By John G. Spooner, ZDNN
Thursday, May 17, 2001 10:30 AM
Delivering a counterpunch to rival Advanced Micro Devices and its new 1GHz Athlon 4 chip, Intel will launch five new mobile Pentium III chips this July, sources said.

The chips--code-named Tualatin (pronounced "TWO-ala-tin")--will be the first new and faster Pentium III chips in more than a year, boasting clock speeds of up to 1.13GHz, according to sources familiar with Intel's plans.

The fastest new mobile Pentium IIIs will compete with AMD's Athlon 4 chip--announced Monday--a mobile version of the Athlon that runs at speeds as high as 1GHz.

The five Tualatin chips will run at clock speeds of 866MHz, 933MHz, 1GHz, 1.06GHz and 1.13GHz.

The new chips give Intel two other things it needs to compete in the mobile market: lower power consumption and possibly improved manufacturing yields.

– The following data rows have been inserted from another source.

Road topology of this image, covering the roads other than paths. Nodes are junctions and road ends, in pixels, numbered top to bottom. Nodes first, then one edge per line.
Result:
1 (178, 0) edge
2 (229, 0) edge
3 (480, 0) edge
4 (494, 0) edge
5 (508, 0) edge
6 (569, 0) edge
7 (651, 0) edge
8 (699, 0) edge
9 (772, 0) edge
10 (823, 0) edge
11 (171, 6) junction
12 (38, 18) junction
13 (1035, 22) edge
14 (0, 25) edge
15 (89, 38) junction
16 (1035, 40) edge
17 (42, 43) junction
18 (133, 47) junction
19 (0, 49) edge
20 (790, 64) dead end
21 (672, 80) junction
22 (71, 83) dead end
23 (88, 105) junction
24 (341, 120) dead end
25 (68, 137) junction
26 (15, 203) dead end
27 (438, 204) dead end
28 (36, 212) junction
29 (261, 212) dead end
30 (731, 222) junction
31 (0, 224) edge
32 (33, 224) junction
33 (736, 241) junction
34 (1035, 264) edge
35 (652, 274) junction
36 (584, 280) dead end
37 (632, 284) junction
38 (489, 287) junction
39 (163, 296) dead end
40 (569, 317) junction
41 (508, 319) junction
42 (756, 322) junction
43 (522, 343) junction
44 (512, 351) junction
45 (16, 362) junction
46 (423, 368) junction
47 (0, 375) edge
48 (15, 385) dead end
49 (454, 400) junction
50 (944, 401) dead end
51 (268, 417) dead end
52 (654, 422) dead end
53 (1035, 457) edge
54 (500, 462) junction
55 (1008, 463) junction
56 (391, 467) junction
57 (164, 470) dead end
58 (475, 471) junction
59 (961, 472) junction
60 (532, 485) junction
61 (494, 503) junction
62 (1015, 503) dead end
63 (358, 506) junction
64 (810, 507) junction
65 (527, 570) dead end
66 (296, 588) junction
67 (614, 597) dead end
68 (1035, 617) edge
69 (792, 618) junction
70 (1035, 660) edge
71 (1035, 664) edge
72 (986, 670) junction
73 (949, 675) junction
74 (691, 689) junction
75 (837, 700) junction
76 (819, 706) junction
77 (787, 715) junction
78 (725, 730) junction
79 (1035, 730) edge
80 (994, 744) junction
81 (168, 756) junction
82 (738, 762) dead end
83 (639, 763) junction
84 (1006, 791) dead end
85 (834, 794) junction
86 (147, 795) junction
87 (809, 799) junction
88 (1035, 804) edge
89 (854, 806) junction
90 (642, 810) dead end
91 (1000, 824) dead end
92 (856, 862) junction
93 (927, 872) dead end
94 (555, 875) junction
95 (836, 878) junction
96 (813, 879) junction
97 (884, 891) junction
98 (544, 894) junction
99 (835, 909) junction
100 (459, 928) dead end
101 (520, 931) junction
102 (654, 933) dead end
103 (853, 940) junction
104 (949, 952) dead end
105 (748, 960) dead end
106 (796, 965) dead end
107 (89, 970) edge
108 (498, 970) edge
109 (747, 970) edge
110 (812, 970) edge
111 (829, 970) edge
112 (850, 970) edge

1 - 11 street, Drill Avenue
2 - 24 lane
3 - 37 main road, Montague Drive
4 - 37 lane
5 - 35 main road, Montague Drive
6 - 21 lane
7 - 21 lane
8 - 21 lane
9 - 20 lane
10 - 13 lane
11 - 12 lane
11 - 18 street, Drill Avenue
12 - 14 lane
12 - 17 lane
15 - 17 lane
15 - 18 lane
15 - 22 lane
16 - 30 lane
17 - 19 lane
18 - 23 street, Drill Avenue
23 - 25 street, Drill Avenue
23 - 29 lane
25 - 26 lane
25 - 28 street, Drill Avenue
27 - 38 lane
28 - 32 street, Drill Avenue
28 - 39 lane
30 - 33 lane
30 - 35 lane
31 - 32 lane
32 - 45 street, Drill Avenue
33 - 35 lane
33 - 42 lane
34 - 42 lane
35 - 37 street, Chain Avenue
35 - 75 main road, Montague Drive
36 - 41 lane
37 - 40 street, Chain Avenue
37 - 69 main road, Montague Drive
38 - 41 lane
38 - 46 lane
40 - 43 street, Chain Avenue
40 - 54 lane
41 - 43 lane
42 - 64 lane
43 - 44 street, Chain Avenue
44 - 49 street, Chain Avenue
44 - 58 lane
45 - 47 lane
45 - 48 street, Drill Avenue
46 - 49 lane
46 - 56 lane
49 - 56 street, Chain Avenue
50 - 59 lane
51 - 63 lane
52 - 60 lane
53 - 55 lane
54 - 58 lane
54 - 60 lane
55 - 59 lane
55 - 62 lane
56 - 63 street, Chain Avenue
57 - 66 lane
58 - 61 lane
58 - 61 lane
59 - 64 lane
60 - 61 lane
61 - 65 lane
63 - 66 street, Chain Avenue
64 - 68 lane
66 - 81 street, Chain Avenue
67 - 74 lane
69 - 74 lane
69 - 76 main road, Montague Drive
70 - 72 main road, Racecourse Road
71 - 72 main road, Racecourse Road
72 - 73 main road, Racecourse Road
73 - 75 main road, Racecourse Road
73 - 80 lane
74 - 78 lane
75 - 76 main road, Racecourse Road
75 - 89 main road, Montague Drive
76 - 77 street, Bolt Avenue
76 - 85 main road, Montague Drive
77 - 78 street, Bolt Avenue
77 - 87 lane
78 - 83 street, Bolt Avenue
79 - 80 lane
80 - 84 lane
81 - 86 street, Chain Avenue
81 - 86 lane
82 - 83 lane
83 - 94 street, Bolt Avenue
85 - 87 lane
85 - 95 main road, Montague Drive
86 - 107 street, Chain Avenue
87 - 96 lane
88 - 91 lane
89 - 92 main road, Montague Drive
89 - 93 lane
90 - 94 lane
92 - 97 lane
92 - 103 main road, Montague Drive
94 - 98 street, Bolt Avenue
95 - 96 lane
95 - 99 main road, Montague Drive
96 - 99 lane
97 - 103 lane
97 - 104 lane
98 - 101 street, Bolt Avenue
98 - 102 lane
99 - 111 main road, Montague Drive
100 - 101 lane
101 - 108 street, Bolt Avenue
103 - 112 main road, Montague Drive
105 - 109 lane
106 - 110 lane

The Tualatin "answers the competition on all fronts," said Mike Feibus, principal analyst at Mercury Research. "I don't see it as a knockout punch, but I do see it as an effective counter" to competitors.

The chips are being built using the company's new 0.13-micron manufacturing process.

The transition from the current 0.18-micron process to the new process provides a number of advantages. It allows for the increases in clock speed while reducing the physical size of the chip, letting Intel manufacture a greater number of chips per single silicon wafer. At the same time, the chips will consume less power.

The five new Pentium IIIs will sport a 133MHz front side bus--the data pipeline that connects the chip to other PC components, such as memory--and are also expected to feature improvements including a larger 512KB Level 2 cache and a new version of Intel's SpeedStep notebook battery-saving technology.

SpeedStep, in its current form, allows a mobile Pentium III to scale back in clock speed and voltage to save power when a notebook switches to batteries. This second version of SpeedStep will take that further, allowing the chip to switch between the chip's lowest clock speed and lowest voltage setting to its maximum voltage and clock speed settings.

"This improves on what we've done" in the past, said Don MacDonald, director of marketing for Intel's mobile products group.